Une contradiction soulevée par les autorités locales
Plusieurs responsables interrogés par la BBC pointent une incohérence dans le récit d'un génocide chrétien orchestré : l'épouse du président nigérian est non seulement chrétienne mais pasteure, le gouverneur de l'État du Plateau est chrétien, tout comme le président du gouvernement local de Jos Nord, où a eu lieu l'attaque du dimanche des Rameaux. « Sommes-nous en train de suggérer que ces chrétiens président à l'extermination d'autres chrétiens ? Cela ne tient pas debout », résume l'un des intervenants.
L'équipe de la BBC s'est également rendue à Dogo Nahawa, village situé à la périphérie de Jos, théâtre en 2010 de l'un des épisodes de violence religieuse les plus meurtriers de la Middle Belt nigériane : plus de 500 personnes, essentiellement chrétiennes, y avaient été tuées en une seule nuit.
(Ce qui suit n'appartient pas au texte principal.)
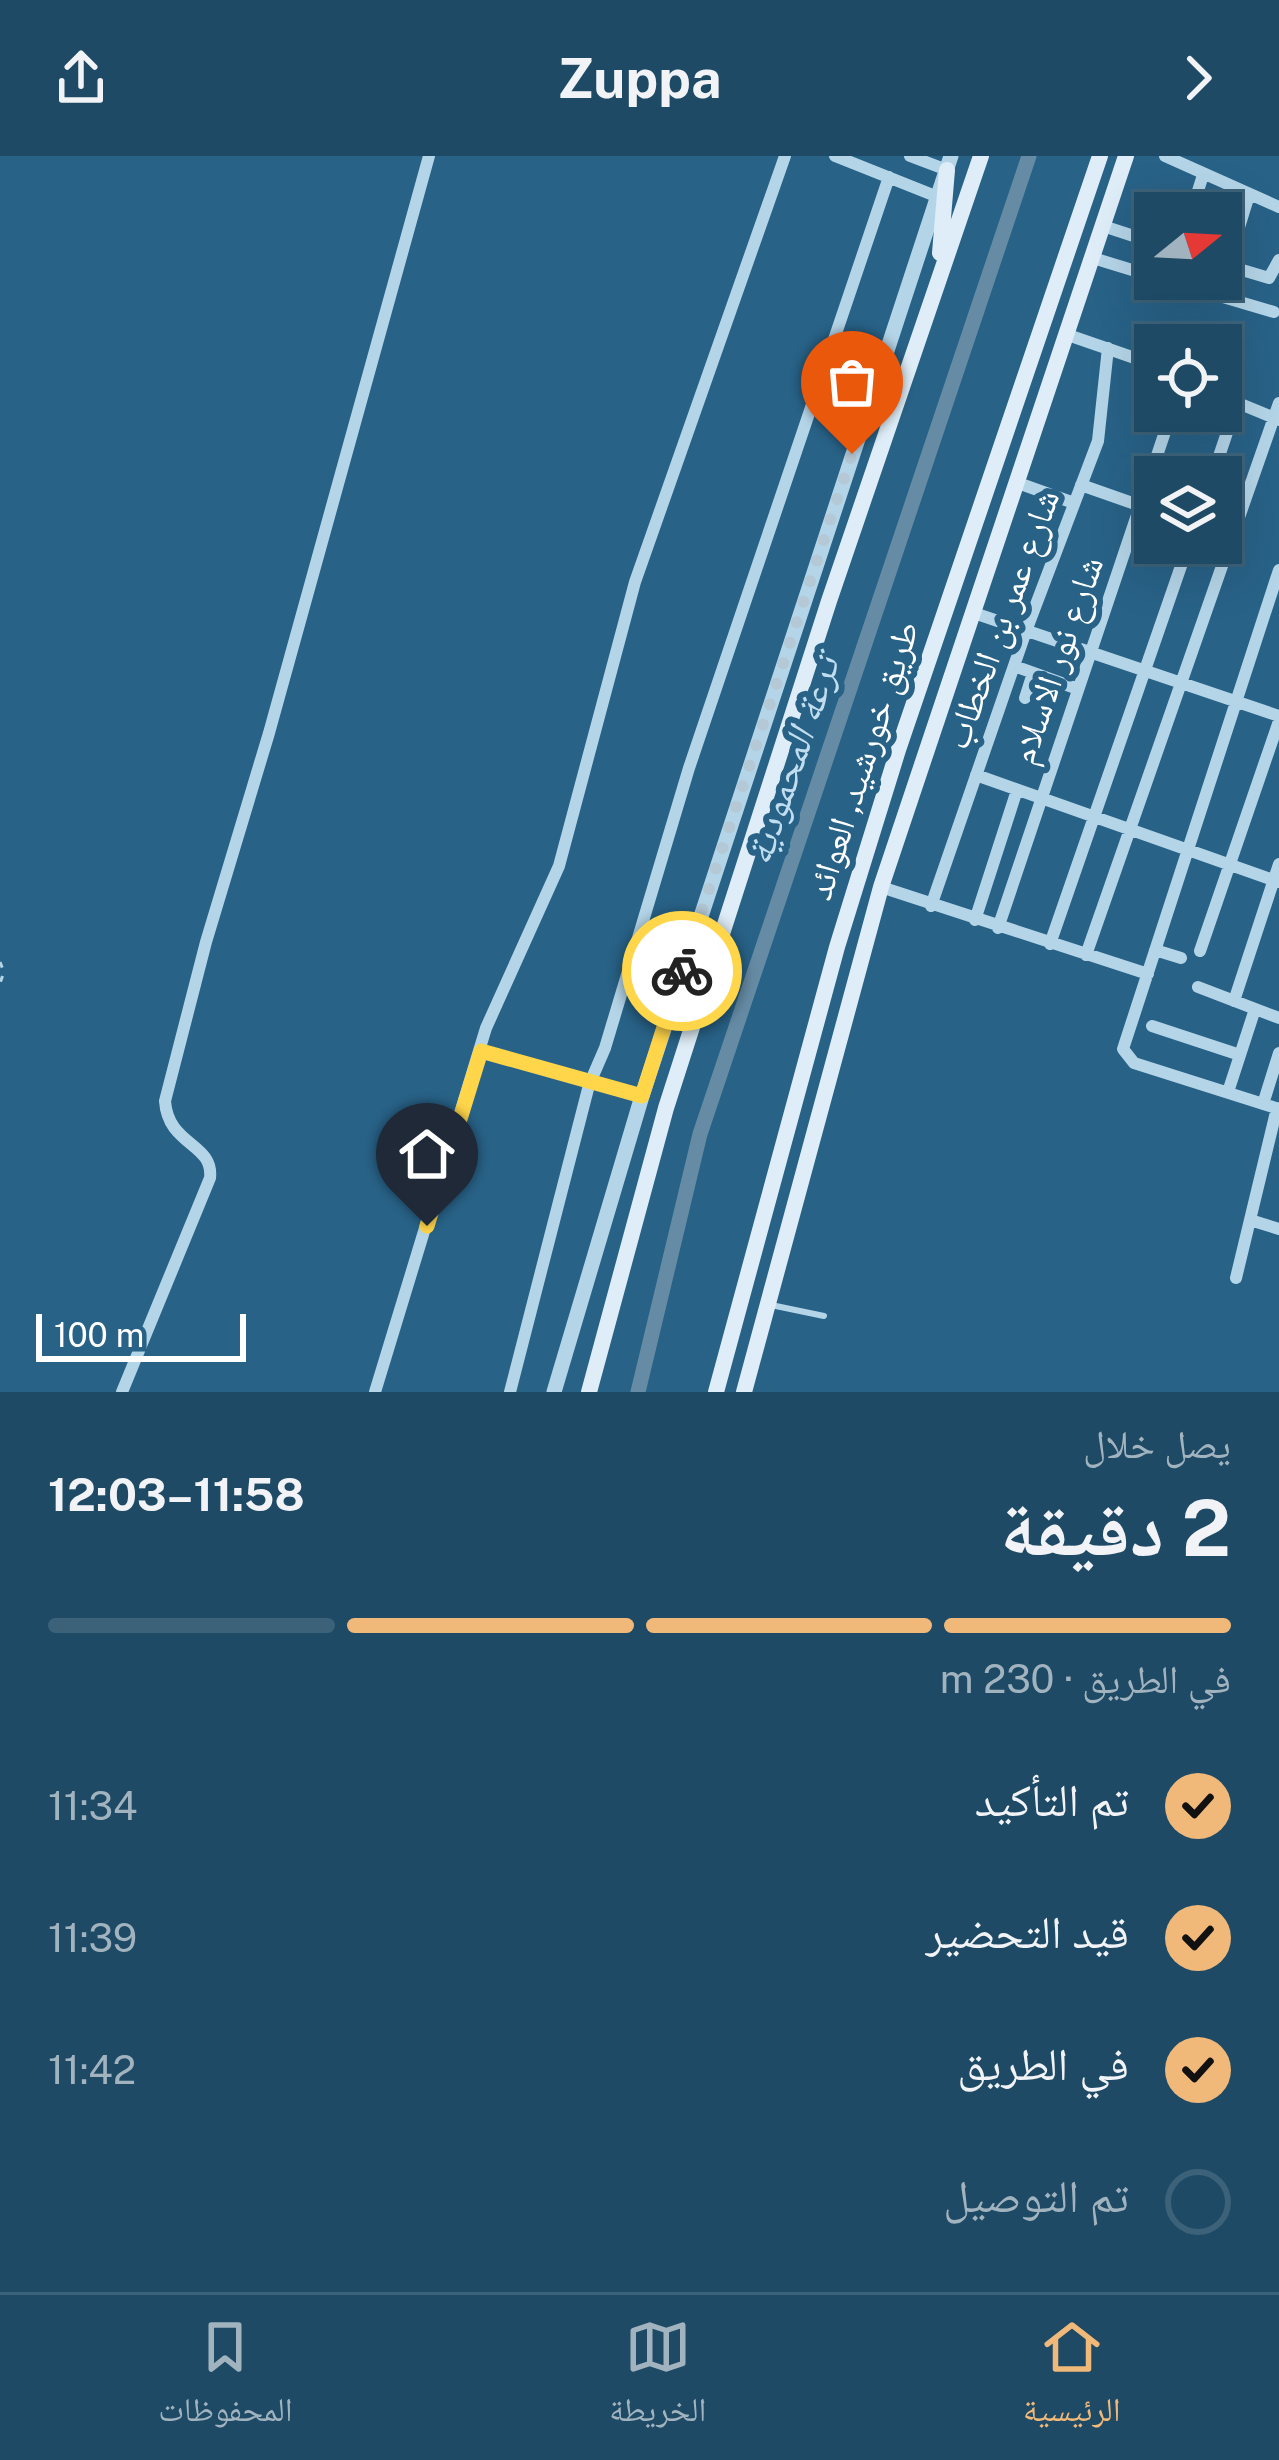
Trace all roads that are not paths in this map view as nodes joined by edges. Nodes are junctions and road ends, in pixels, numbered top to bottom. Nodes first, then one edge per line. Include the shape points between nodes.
1 (429, 156) edge
2 (785, 156) edge
3 (835, 156) edge
4 (910, 156) edge
5 (981, 156) edge
6 (1100, 156) edge
7 (1126, 156) edge
8 (1165, 156) edge
9 (949, 163) edge
10 (1203, 175) junction
11 (889, 177) junction
12 (1116, 187) junction
13 (1198, 192) edge
14 (1250, 195) junction
15 (938, 197) junction
16 (1279, 207) edge
17 (1242, 217) edge
18 (1103, 226) junction
19 (1134, 236) edge
20 (1066, 258) junction
21 (1093, 259) junction
22 (1279, 260) edge
23 (1242, 270) edge
24 (1134, 271) edge
25 (938, 283) junction
26 (1233, 300) edge
27 (1274, 312) dead end
28 (1068, 334) junction
29 (1108, 348) junction
30 (1134, 357) edge
31 (1105, 394) junction
32 (1120, 400) dead end
33 (1279, 403) edge
34 (1242, 406) edge
35 (1276, 419) edge
36 (1098, 441) junction
37 (1114, 446) dead end
38 (1018, 483) junction
39 (1081, 485) junction
40 (1242, 499) edge
41 (1075, 503) junction
42 (1134, 503) edge
43 (1134, 523) edge
44 (1182, 564) edge
45 (1218, 564) edge
46 (1279, 570) edge
47 (974, 613) junction
48 (1026, 631) junction
49 (1090, 653) junction
50 (1014, 667) junction
51 (1145, 671) junction
52 (1033, 673) junction
53 (1181, 683) junction
54 (1078, 689) junction
55 (1025, 698) dead end
56 (1237, 702) junction
57 (1279, 719) edge
58 (976, 775) junction
59 (1017, 790) junction
60 (1041, 799) junction
61 (1094, 818) junction
62 (1129, 830) junction
63 (1188, 851) junction
64 (1279, 863) edge
65 (1230, 867) junction
66 (1276, 881) edge
67 (881, 887) junction
68 (931, 906) junction
69 (975, 920) junction
70 (998, 928) junction
71 (1050, 944) junction
72 (1155, 950) junction
73 (1199, 951) dead end
74 (1086, 955) junction
75 (1181, 958) dead end
76 (1148, 974) junction
77 (1198, 987) dead end
78 (1234, 1001) junction
79 (1255, 1010) junction
80 (1279, 1018) edge
81 (1152, 1026) dead end
82 (481, 1051) junction
83 (1279, 1053) edge
84 (1240, 1055) junction
85 (591, 1081) junction
86 (1228, 1092) junction
87 (642, 1096) junction
88 (1273, 1107) edge
89 (1250, 1220) junction
90 (1279, 1228) edge
91 (1237, 1278) dead end
92 (767, 1304) junction
93 (824, 1316) dead end
94 (122, 1392) edge
95 (375, 1392) edge
96 (510, 1392) edge
97 (554, 1392) edge
98 (589, 1392) edge
99 (716, 1392) edge
100 (745, 1392) edge

1 - 94 street via 165,1101 169,1123 209,1161 210,1178
2 - 82 street via 635,582 559,866
3 - 11 street
4 - 9 street
5 - 25 main road
6 - 20 main road, طريق خورشيد, العوائد
7 - 12 main road, طريق خورشيد, العوائد
8 - 10 street
9 - 15 street
9 - 25 main road
10 - 13 street
10 - 14 street
11 - 15 street
11 - 85 street
12 - 18 main road, طريق خورشيد, العوائد
12 - 20 main road
14 - 16 street
14 - 17 street
15 - 87 street
18 - 19 street
18 - 21 main road, طريق خورشيد, العوائد
20 - 99 main road, طريق خورشيد, العوائد via 844,925
21 - 24 street
21 - 28 main road, طريق خورشيد, العوائد
22 - 23 street via 1269,278
25 - 98 main road via 673,1086
26 - 27 street
28 - 29 street
28 - 38 main road, طريق خورشيد, العوائد
29 - 30 street
29 - 31 street, شارع عمر بن الخطاب
31 - 32 street
31 - 36 street, شارع عمر بن الخطاب
33 - 35 street
34 - 35 street
35 - 40 street
36 - 37 street
36 - 39 street, شارع عمر بن الخطاب
38 - 41 street
38 - 47 main road, طريق خورشيد, العوائد
39 - 41 street, شارع عمر بن الخطاب
39 - 42 street
41 - 48 street, شارع عمر بن الخطاب
43 - 49 street, شارع نور الاسلام
44 - 51 street
45 - 53 street
46 - 56 street
47 - 48 street
47 - 67 main road, طريق خورشيد, العوائد
48 - 49 street
48 - 50 street, شارع عمر بن الخطاب
49 - 51 street
49 - 54 street, شارع نور الاسلام
50 - 52 street
50 - 58 street, شارع عمر بن الخطاب
51 - 53 street
51 - 61 street
52 - 54 street
52 - 55 street
53 - 56 street
53 - 62 street
54 - 60 street, شارع نور الاسلام
56 - 57 street
56 - 63 street
57 - 65 street
58 - 59 street
58 - 68 street, شارع عمر بن الخطاب
59 - 60 street
59 - 69 street
60 - 61 street
60 - 70 street, شارع نور الاسلام
61 - 62 street
61 - 71 street
62 - 63 street
62 - 74 street
63 - 65 street
63 - 72 street
64 - 66 street
65 - 66 street
65 - 73 street
66 - 78 street
67 - 68 street
67 - 92 main road, طريق خورشيد, العوائد
68 - 69 street
69 - 70 street
70 - 71 street
71 - 74 street
72 - 75 street
72 - 76 street
74 - 76 street
76 - 86 street via 1125,1055
77 - 78 street
78 - 79 street
79 - 80 street
79 - 84 street
81 - 84 street
82 - 85 street
82 - 95 street
83 - 88 street
84 - 86 street
85 - 87 street
85 - 96 street
86 - 88 street
87 - 97 street
88 - 89 street
89 - 90 street
89 - 91 street
92 - 93 lane
92 - 100 main road, طريق خورشيد, العوائد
Masara Kim, journaliste et militant local très présent sur des chaînes chrétiennes américaines à l'audience revendiquée de plusieurs centaines de millions de personnes, qualifie ouvertement les faits de « nettoyage religieux » ciblant les communautés chrétiennes. Il reconnaît toutefois que ce type de cadrage peut avoir des conséquences imprévues. Selon lui, la manière dont l'attaque d'Angwan Rukuba a été présentée comme exclusivement anti-chrétienne a aussi mobilisé des militants musulmans dénonçant des attaques contre leur propre communauté, alimentant les représailles qui ont suivi.
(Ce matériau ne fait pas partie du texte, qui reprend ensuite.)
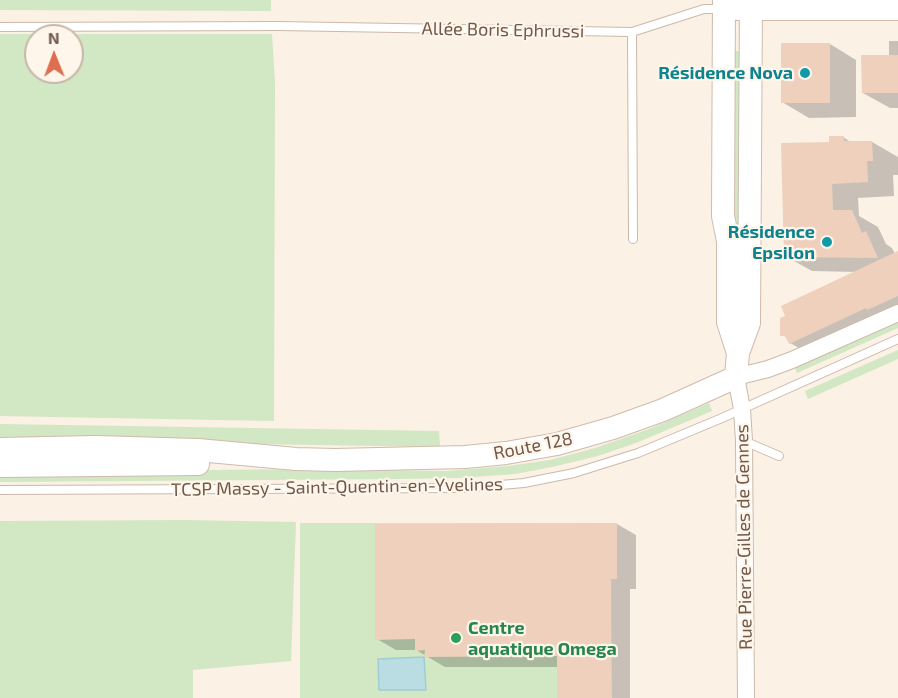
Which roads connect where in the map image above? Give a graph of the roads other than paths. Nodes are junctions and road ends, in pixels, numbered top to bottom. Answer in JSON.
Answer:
{"nodes":[{"id":1,"x":751,"y":4,"type":"edge"},
{"id":2,"x":724,"y":5,"type":"edge"},
{"id":3,"x":898,"y":9,"type":"edge"},
{"id":4,"x":0,"y":27,"type":"edge"},
{"id":5,"x":632,"y":32,"type":"junction"},
{"id":6,"x":633,"y":239,"type":"dead end"},
{"id":7,"x":898,"y":313,"type":"edge"},
{"id":8,"x":898,"y":339,"type":"edge"},
{"id":9,"x":738,"y":353,"type":"junction"},
{"id":10,"x":736,"y":376,"type":"junction"},
{"id":11,"x":742,"y":409,"type":"junction"},
{"id":12,"x":744,"y":441,"type":"junction"},
{"id":13,"x":0,"y":449,"type":"edge"},
{"id":14,"x":779,"y":456,"type":"dead end"},
{"id":15,"x":296,"y":459,"type":"junction"},
{"id":16,"x":0,"y":466,"type":"edge"},
{"id":17,"x":0,"y":490,"type":"edge"},
{"id":18,"x":746,"y":698,"type":"edge"}],
"edges":[{"from":1,"to":2,"type":"main road"},
{"from":1,"to":3,"type":"main road"},
{"from":1,"to":9,"type":"main road"},
{"from":2,"to":5,"type":"lane","name":"Allée Boris Ephrussi"},
{"from":2,"to":9,"type":"main road"},
{"from":4,"to":5,"type":"lane","name":"Allée Boris Ephrussi"},
{"from":5,"to":6,"type":"lane"},
{"from":7,"to":10,"type":"street"},
{"from":8,"to":11,"type":"lane","name":"TCSP Massy - Saint-Quentin-en-Yvelines"},
{"from":9,"to":10,"type":"main road"},
{"from":10,"to":11,"type":"street","name":"Rue Pierre-Gilles de Gennes"},
{"from":10,"to":15,"type":"main road","name":"Route 128"},
{"from":11,"to":12,"type":"street","name":"Rue Pierre-Gilles de Gennes"},
{"from":11,"to":17,"type":"lane","name":"TCSP Massy - Saint-Quentin-en-Yvelines"},
{"from":12,"to":14,"type":"lane"},
{"from":12,"to":18,"type":"street","name":"Rue Pierre-Gilles de Gennes"},
{"from":13,"to":15,"type":"main road","name":"Route 128"},
{"from":15,"to":16,"type":"main road","name":"Route 128"}]}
L'enquête donne aussi la parole aux Peuls (Fulani), le plus grand groupe pastoral d'Afrique, qui représentent environ 6 % de la population nigériane et sont régulièrement accusés d'être à l'origine d'une grande partie de l'insécurité, y compris des attaques contre des communautés chrétiennes. Abubakar Gambo, responsable local d'une association d'éleveurs peuls, explique que le changement climatique a réduit les terres de pâturage, intensifiant les tensions avec les agriculteurs, majoritairement chrétiens. Il dénonce également le vol et l'empoisonnement de bétail dont sa communauté serait victime, et rejette catégoriquement les accusations qui présentent les Peuls comme des « terroristes » : « C'est un mensonge. » L'enquête rappelle toutefois que des organisations internationales de défense des droits humains ont documenté de multiples attaques meurtrières perpétrées par des éleveurs armés contre des agriculteurs majoritairement chrétiens.
John Kwaghkor Christopher, président du gouvernement local de Jos Nord, reconnaît sans détour l'échec des autorités à protéger la population, faute de moyens sécuritaires suffisants. Interrogé sur l'existence d'un génocide chrétien, il livre une réponse nuancée reprise dans l'enquête : « Je ne peux pas nier qu'il y a un génocide contre les chrétiens. Mais si vous allez dans des États à majorité musulmane et que vous trouvez aussi des gens tués, n'est-ce pas également un génocide contre les musulmans ? Cela dépend d'où l'on se place. […] Ce qui se passe au Nigeria, c'est un génocide contre les Nigérians, qu'ils soient chrétiens ou musulmans. »
En conclusion de son reportage, la BBC souligne que la vérité est devenue elle-même un champ de bataille. Sur les réseaux sociaux, un camp du conflit est souvent mieux « documenté » que l'autre, ce qui amène le monde extérieur à n'en retenir qu'une version partielle. Certains acteurs, nigérians comme étrangers, tirent profit financier ou politique de cette désinformation, quand l'absence de gouvernance locale ne fait qu'aggraver le phénomène. Le résultat, conclut l'enquête, est une région où des millions de Nigérians vivent dans la peur et l'incertitude, pendant que des populations chrétiennes et musulmanes continuent, l'une comme l'autre, de mourir en grand nombre.